Thanks for the photos, you definitely do not have to sell me on the smaller footprint.

Just hard to spend money on backup system that is rarely used. I have two tanks of different ages back when I just bought a years worth of oil so I am considering just taking the older one out.
 
wondering, any suggestions of businesses that will pump out the oil for free, in which they will re-use it for industrial heating or whatever?
 
None of any I am aware. I think the heating oil companies just filter it and blend it in with oil they sell. The sludge can go to an asphalt plant for paving. If your town recycles oil, they may take it for free. Many municipalities have waste oil heaters for their truck garages so they gladly take it.

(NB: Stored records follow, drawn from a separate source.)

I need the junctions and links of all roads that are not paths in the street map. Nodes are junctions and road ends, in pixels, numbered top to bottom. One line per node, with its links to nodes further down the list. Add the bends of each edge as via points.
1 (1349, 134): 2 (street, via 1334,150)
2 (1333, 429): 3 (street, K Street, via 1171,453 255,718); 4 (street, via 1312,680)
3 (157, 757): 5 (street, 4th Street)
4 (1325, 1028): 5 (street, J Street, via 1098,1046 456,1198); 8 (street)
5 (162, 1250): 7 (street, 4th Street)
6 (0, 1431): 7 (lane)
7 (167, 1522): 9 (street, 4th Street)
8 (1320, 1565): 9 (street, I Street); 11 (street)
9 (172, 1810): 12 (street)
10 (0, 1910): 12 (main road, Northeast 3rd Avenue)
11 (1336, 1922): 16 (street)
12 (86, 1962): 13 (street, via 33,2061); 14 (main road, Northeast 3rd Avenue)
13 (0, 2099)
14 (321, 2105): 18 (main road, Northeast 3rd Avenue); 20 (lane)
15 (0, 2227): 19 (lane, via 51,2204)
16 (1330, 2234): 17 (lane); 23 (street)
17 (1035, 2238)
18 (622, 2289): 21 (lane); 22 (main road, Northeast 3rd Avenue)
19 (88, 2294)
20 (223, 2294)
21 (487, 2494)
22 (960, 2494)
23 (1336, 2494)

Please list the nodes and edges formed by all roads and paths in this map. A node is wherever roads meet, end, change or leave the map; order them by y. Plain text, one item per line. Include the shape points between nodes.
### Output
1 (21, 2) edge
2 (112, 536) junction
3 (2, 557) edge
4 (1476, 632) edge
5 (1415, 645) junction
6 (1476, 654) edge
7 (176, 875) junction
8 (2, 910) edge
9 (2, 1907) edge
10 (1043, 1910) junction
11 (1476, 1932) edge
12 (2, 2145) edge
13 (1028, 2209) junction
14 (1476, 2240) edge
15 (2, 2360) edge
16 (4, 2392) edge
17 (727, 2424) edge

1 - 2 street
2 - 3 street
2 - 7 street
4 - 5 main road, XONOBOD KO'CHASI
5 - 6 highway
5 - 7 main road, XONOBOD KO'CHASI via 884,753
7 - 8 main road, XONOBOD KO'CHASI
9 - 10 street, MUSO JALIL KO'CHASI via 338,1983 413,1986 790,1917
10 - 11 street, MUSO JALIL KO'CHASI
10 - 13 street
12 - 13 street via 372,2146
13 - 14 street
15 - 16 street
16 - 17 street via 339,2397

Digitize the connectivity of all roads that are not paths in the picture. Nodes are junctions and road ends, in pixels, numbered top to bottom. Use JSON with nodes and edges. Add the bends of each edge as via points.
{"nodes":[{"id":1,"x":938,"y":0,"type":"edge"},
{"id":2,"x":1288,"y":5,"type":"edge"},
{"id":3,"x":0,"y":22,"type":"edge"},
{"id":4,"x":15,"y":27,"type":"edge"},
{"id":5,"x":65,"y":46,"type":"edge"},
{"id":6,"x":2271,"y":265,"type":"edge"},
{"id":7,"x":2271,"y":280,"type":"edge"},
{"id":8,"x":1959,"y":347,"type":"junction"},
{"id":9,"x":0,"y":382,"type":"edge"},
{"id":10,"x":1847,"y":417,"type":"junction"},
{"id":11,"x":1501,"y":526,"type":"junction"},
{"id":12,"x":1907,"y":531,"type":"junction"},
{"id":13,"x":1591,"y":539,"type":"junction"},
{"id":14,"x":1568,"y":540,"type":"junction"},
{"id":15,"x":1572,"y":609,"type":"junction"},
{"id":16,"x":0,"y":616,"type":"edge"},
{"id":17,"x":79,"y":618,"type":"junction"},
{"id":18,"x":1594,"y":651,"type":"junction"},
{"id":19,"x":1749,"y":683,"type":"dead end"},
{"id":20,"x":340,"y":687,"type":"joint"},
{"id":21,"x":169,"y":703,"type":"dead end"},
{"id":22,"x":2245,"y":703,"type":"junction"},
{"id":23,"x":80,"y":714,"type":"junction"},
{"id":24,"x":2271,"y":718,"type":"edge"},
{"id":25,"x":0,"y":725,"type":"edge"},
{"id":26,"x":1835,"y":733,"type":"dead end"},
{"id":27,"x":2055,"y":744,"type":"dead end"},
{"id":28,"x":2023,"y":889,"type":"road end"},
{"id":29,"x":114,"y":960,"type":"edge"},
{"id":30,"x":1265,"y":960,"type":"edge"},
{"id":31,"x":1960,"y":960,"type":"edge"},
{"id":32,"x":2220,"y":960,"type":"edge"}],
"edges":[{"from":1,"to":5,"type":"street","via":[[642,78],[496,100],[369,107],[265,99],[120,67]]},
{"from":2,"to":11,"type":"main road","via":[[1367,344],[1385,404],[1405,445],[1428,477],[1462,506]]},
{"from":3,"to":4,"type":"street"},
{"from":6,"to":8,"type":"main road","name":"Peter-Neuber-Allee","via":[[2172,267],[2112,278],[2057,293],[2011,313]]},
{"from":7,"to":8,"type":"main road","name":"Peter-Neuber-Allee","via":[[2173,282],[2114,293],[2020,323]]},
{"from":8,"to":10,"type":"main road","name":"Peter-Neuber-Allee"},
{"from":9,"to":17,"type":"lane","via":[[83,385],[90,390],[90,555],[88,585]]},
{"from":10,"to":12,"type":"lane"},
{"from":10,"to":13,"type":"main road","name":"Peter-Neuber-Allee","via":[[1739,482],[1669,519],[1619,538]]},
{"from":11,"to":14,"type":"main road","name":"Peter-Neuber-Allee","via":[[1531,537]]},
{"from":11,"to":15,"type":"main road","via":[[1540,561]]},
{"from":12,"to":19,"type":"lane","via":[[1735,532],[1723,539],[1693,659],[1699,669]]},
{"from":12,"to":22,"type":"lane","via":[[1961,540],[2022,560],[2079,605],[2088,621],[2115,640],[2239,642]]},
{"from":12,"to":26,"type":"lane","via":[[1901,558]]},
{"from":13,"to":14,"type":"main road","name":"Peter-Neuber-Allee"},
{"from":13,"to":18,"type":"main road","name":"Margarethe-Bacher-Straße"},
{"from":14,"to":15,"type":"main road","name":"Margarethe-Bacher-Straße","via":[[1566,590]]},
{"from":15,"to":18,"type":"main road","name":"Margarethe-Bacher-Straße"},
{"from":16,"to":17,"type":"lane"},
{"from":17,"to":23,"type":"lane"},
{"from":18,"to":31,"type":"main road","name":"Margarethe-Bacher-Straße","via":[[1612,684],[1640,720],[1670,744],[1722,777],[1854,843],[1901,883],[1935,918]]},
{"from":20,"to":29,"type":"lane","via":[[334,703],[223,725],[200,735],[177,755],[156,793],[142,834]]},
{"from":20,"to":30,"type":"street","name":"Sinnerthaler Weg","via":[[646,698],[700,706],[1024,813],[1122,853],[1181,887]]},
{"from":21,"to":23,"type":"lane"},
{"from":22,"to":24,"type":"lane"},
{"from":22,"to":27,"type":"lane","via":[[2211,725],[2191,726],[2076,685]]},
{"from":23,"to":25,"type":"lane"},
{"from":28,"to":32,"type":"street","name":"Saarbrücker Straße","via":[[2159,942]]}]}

I helped a friend pump out a few tanks years ago. He had a cheap pump that hooked up to an electric drill and would pump it up to a couple of 55 gallons drums and heat his house with it.
 
wondering, any suggestions of businesses that will pump out the oil for free, in which they will re-use it for industrial heating or whatever?
Any reason why you wouldn't just use it up?

This discussion about tank integrity reminds me of some surplus fuel tanks we got from the Air Force to use on grazing allotments. Tanks were fully functional and sound when we got them. Within 5 years they rusted out. They don't like water. We had one rancher that would go to the junk yard and buy used motorcycle engines (I assume the magnesium variety) and throw them in the tanks to act as anodes. His actually lasted quite a long time.
 
Any reason why you wouldn't just use it up?

This discussion about tank integrity reminds me of some surplus fuel tanks we got from the Air Force to use on grazing allotments. Tanks were fully functional and sound when we got them. Within 5 years they rusted out. They don't like water. We had one rancher that would go to the junk yard and buy used motorcycle engines (I assume the magnesium variety) and throw them in the tanks to act as anodes. His actually lasted quite a long time.
about half tank of oil in a house that is unoccupied/unheated.